Karakter göstergesi…
Yeni bir yarışma yetişti imdadıma…
Karakteristik özelliklerimizden uzaklaşıp uzaklaşmadığımızı anlayabilmem açısından Çarkıfelek ya da Var mısın Yok musun gibi programlar gösterge oluyordu bana…
Kış sezonuna girilmesi nedeniyle Çarkıfelek erken saatlere alınınca seyredemez oldum Memedali’yi…
Acun’da elli programla sınırlandırmış Var mısın Yok musun isimli yarışmasını…
Aslında yarışma da sayılmaz, insanların aç gözlülüğünü ortaya çıkartmaktan başka…
Ee, canım yurdum insanının o asil karakteristik özelliğini devamlı ortaya çıkaracak nitelikte referandumlar da yapılamayacağına göre nasıl karar vereceğim onlar hakkında…

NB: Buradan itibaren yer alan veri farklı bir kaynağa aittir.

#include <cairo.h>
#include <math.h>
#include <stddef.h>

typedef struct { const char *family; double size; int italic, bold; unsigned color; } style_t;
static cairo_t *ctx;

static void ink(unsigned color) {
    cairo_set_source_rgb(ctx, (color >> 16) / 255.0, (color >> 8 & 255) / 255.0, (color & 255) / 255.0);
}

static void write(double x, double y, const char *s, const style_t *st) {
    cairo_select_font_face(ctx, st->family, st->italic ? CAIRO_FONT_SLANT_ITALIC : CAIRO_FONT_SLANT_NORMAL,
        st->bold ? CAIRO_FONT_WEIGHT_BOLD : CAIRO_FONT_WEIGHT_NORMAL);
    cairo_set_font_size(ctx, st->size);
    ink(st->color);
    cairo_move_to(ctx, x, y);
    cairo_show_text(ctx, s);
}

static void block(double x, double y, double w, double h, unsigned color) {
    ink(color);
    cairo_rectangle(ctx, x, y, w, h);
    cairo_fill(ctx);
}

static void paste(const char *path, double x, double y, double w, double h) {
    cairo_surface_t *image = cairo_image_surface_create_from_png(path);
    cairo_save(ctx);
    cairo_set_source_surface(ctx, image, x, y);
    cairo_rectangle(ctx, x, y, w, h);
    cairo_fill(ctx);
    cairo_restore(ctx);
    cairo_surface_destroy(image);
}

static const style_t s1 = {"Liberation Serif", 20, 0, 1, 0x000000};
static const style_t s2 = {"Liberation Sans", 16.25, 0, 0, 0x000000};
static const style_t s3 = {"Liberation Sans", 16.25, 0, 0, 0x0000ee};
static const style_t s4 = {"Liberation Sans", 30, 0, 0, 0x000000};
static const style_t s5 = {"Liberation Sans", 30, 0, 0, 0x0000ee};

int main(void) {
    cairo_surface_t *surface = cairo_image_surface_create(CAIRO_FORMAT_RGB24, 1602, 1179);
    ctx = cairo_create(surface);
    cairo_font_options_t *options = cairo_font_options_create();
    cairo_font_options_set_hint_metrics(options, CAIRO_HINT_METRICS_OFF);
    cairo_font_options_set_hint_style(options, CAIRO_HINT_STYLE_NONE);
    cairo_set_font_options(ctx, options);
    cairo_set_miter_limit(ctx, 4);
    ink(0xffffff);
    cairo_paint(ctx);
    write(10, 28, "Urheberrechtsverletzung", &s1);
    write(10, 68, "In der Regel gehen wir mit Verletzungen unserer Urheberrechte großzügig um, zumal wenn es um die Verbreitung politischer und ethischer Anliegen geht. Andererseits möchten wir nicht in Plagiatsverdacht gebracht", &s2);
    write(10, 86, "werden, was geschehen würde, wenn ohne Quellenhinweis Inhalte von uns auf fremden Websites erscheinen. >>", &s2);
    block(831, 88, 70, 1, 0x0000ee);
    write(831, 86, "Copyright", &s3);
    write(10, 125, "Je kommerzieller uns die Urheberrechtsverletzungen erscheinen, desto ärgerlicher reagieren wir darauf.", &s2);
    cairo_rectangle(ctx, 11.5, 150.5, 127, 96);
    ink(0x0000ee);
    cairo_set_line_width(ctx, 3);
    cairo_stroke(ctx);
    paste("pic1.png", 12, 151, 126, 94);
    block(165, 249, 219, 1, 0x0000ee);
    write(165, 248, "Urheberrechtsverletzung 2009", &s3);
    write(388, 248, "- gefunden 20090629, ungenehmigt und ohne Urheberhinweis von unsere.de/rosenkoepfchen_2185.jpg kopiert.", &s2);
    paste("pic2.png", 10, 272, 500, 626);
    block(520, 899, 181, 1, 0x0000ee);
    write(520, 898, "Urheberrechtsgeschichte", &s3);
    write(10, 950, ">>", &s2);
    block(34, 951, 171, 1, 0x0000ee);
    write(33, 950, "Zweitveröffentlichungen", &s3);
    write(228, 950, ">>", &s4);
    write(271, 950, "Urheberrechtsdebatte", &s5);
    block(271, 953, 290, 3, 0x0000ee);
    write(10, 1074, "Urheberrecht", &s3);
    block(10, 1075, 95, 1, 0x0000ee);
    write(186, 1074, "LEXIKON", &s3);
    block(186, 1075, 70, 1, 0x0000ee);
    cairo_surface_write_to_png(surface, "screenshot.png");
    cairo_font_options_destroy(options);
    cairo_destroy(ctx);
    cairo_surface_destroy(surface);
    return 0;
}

Neyse ki Canlı Para isimli yarışma yetişti imdadıma…
Canlı Para isimli yarışmada soru soruluyor olsa da yarışmacıların bilgiden çok kadere itibar etmeleri çıkıyor yine ortaya…
İlk üç yarışmada para kazanana rastlamadım henüz, körü körüne kadere inananların dışında…
İki avukat sekizinci yani sonuncu, bir anne-kız da yedinci soruya gelmelerine rağmen kaçırdılar milyarları, aç gözlülükleri yanlarına kar kaldı bir de kadercilikleri ardına saklandıkları…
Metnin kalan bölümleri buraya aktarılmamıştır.